Lines that include the word "East" should be copied from the listing that follows.
---------- Data for review ----------
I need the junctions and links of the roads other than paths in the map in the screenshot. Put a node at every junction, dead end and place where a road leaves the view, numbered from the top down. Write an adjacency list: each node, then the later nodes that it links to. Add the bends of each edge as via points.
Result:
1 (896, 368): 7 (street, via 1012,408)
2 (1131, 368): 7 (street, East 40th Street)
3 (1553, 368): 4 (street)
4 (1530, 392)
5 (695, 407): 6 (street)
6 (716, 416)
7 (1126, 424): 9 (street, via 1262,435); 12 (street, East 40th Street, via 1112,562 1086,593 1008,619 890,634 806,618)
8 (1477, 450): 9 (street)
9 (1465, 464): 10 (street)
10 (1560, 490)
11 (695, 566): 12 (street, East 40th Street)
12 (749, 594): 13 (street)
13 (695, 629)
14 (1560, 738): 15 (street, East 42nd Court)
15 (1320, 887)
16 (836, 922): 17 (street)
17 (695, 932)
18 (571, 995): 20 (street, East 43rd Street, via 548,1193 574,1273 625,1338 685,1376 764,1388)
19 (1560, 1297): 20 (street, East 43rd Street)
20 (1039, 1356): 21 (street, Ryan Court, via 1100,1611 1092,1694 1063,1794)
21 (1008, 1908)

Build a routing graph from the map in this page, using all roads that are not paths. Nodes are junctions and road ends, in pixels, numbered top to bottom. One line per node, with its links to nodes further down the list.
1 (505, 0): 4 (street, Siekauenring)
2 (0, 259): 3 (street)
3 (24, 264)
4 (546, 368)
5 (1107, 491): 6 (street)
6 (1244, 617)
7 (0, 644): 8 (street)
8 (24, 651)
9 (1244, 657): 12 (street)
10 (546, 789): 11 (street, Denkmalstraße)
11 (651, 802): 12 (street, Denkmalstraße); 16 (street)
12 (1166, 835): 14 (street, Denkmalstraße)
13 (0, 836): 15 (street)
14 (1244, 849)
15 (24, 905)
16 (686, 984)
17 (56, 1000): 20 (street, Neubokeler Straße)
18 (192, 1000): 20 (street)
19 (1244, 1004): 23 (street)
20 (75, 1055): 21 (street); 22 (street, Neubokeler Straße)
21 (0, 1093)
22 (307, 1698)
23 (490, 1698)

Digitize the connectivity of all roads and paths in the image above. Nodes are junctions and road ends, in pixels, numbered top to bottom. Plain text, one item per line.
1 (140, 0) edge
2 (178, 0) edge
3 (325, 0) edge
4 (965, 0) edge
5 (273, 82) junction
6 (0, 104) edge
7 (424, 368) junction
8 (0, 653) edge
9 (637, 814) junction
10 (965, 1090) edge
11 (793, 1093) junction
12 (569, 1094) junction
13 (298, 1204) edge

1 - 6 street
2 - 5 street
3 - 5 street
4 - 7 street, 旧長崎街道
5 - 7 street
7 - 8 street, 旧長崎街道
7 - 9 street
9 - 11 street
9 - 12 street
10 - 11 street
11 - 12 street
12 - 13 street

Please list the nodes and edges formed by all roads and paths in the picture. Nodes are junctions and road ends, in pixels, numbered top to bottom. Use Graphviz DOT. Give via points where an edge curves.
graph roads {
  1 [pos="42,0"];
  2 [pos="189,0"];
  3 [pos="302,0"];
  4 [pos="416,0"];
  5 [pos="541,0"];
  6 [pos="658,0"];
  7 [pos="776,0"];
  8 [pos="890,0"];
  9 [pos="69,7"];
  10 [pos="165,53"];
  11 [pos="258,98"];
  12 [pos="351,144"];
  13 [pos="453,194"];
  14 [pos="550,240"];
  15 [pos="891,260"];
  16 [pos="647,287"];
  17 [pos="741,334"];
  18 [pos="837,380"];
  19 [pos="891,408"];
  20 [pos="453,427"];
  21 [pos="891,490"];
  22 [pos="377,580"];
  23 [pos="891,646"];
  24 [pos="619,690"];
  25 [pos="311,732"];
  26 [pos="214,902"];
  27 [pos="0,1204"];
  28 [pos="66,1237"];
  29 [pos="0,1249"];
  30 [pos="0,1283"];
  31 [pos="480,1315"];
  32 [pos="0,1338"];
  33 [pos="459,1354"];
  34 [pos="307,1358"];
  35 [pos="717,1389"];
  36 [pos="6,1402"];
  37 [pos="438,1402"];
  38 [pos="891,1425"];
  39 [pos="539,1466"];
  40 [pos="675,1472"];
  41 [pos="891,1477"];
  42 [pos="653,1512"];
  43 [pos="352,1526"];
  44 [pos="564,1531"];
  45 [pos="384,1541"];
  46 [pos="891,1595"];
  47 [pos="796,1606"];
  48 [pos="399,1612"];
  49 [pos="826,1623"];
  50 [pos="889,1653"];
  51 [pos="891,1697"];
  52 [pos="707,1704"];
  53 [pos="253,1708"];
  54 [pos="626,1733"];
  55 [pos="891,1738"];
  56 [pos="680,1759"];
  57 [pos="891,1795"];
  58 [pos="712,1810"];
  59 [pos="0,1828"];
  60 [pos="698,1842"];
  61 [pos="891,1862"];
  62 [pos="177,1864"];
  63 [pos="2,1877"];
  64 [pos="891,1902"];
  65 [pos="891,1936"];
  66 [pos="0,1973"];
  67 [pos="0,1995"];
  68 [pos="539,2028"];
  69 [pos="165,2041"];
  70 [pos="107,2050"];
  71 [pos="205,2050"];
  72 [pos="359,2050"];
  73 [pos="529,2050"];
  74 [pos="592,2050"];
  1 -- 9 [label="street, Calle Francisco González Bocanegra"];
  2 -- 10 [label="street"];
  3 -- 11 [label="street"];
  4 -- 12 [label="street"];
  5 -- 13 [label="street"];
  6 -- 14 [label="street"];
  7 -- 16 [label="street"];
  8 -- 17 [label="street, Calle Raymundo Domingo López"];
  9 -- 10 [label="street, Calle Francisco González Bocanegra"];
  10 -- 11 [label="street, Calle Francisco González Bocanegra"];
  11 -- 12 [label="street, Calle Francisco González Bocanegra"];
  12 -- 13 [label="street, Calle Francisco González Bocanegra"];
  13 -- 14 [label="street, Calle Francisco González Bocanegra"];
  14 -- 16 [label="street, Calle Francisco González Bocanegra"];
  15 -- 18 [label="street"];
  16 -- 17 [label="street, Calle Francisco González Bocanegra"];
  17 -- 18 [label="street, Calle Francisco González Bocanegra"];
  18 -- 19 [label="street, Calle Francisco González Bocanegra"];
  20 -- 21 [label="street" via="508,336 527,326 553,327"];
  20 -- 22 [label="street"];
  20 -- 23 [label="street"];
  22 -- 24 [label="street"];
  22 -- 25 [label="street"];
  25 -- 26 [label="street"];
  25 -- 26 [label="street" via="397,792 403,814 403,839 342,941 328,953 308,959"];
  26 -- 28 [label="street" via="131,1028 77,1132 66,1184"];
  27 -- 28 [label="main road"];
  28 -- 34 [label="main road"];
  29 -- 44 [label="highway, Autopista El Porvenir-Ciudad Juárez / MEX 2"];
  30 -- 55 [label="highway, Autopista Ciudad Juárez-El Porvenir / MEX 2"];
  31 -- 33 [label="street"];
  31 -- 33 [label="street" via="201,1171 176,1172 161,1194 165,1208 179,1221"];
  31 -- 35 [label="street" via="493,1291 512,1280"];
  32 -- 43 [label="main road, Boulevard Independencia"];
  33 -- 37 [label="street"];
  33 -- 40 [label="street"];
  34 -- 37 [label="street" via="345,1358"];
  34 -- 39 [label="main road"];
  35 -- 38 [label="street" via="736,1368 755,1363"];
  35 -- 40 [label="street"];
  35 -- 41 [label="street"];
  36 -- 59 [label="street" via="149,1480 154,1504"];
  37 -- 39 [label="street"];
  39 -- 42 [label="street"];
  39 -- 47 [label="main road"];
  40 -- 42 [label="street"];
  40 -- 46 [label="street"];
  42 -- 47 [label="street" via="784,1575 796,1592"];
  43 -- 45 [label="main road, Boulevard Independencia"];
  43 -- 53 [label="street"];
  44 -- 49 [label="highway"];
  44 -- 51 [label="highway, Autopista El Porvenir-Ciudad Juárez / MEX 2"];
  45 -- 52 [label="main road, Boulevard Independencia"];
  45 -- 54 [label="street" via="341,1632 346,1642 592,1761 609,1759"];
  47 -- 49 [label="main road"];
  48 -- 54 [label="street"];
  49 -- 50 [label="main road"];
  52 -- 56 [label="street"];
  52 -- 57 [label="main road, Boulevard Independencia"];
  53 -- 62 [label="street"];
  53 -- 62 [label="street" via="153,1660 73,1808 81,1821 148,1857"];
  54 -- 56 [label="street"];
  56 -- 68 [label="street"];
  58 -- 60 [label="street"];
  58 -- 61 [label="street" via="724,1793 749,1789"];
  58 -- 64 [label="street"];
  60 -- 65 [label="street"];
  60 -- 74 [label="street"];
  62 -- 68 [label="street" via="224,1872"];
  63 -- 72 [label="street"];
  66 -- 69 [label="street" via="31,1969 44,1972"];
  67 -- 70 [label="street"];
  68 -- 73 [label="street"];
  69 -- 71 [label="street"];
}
----------
▶ **Problem solution**
2 (1131, 368): 7 (street, East 40th Street)
7 (1126, 424): 9 (street, via 1262,435); 12 (street, East 40th Street, via 1112,562 1086,593 1008,619 890,634 806,618)
11 (695, 566): 12 (street, East 40th Street)
14 (1560, 738): 15 (street, East 42nd Court)
18 (571, 995): 20 (street, East 43rd Street, via 548,1193 574,1273 625,1338 685,1376 764,1388)
19 (1560, 1297): 20 (street, East 43rd Street)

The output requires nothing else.